Four months passed between the time Matt LaFleur took the ball out of Aaron Rodgers' hands in the NFC Championship Game and the afternoon the quarterback opted to serve a cold dish of revenge via the loose lips of discontent. It was a year removed from the Green Bay Packers' front office ignoring the most perfectly balanced and accessibly brilliant gunslinger of his generation to take his replacement. Circular storytelling appearing from the distant rearview which sent Brett Favre out to greener pastures before ultimate pasture.
Rodgers' relationship with the frozen tundra has chilled further and his future with the franchise is in Jeopardy. The two have fallen out of love with the addition of a Love. Their differences appear to be irreconcilable, but truth with time tells all. With no blockbuster trade materializing thus far, it appears there will be a Cold War in Northeast Wisconsin.
It was an awkward, unpleasant day for a franchise that collectively wishes it could step into a time machine to early September so meaningful games can distract Rodgers and the public from all the drama and games — both televised and otherwise. And that was just before dinner time. And the opening hours of a draft that saw the Detroit Lions snatch up Penei Sewell without having to lift a finger before the most impactful pick of them all that will change the trajectory of the NFC North for multiple decades to come.
Once Trey Lance went to the San Francisco 49ers at No. 3, pick after pick rolled in without any team realizing the golden ticket was available in the form of Justin Fields. Finally, the Bears, starved for competent quarterbacking play for so long they forgot what being satisfied felt like, finally jumped at No. 11 and brought in the player who will play the Russell Wilson 2.0 role.

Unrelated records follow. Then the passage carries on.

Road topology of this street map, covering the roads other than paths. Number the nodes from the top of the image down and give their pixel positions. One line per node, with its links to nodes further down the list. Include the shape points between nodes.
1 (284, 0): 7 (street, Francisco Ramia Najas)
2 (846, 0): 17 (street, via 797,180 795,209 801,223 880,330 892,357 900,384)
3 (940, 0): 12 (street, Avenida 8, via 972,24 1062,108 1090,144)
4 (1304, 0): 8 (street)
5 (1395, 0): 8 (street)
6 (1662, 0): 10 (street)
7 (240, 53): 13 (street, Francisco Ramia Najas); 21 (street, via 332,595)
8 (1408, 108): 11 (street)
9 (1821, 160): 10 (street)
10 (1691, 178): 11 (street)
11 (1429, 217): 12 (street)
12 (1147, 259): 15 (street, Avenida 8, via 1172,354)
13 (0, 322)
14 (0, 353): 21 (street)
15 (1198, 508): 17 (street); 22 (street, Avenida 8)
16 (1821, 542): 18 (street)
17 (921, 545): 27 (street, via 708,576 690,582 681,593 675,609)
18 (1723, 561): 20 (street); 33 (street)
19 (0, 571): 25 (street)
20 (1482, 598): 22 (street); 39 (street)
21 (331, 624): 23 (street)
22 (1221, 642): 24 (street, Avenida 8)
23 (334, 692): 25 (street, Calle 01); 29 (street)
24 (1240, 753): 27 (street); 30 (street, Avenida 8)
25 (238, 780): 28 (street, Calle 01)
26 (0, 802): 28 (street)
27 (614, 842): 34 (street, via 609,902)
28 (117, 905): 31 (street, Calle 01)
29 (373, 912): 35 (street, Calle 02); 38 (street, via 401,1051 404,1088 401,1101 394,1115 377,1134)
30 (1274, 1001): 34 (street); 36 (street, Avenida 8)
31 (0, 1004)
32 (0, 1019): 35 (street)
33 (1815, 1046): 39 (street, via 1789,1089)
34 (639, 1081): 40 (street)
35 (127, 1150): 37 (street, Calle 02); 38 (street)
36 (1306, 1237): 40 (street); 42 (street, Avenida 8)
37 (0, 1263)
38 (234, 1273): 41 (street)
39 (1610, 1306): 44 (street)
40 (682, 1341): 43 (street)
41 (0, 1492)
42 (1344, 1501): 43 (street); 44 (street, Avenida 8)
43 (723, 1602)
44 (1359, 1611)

The Lions got significantly better at one of the most important positions. The Bears did even better at an even more essential one. Without drama. With great jubilation. Each fanbase has real reason to celebrate. Chicagoans should be downright ecstatic.
Meanwhile, the Packers dealt with the messy seedlings of a divorce in public on the day the public most yearns for drama. This certainly feels like the end of things, even if they say they'll work it out. Rodgers is one-of-a-kind, the type of person who would earnestly pursue succeeding Alex Trebek. The type of person who seems capable of walking away at any time. Perfectly content.
Plus, he's stubborn enough to wait things out. To R-E-L-A-X on Green Bay's dime.
Make no mistake about it. Thursday was a horrible, terrible, no-good, very bad day for the Packers. Rodgers got his first taste of freedom and how everyone will be on his side. He saw his value on the open market. He further understands his leverage. That's if he even wants to keep playing football. Not like the Packers helped him in the draft either. They picked cornerback Eric Stokes from Georgia in the first round.
Justin Fields is poised to own that division. He's light years ahead of Jordan Love, who was a pawn in the whole harebrained scheme that tipped things off. Tomorrow will feel like the highest high in Chicago in years. It will feel like the lowest low in Green Bay. Two roads diverged in a Midwestern wood and the Packers are taking the one that leaves the gnarliest splinters.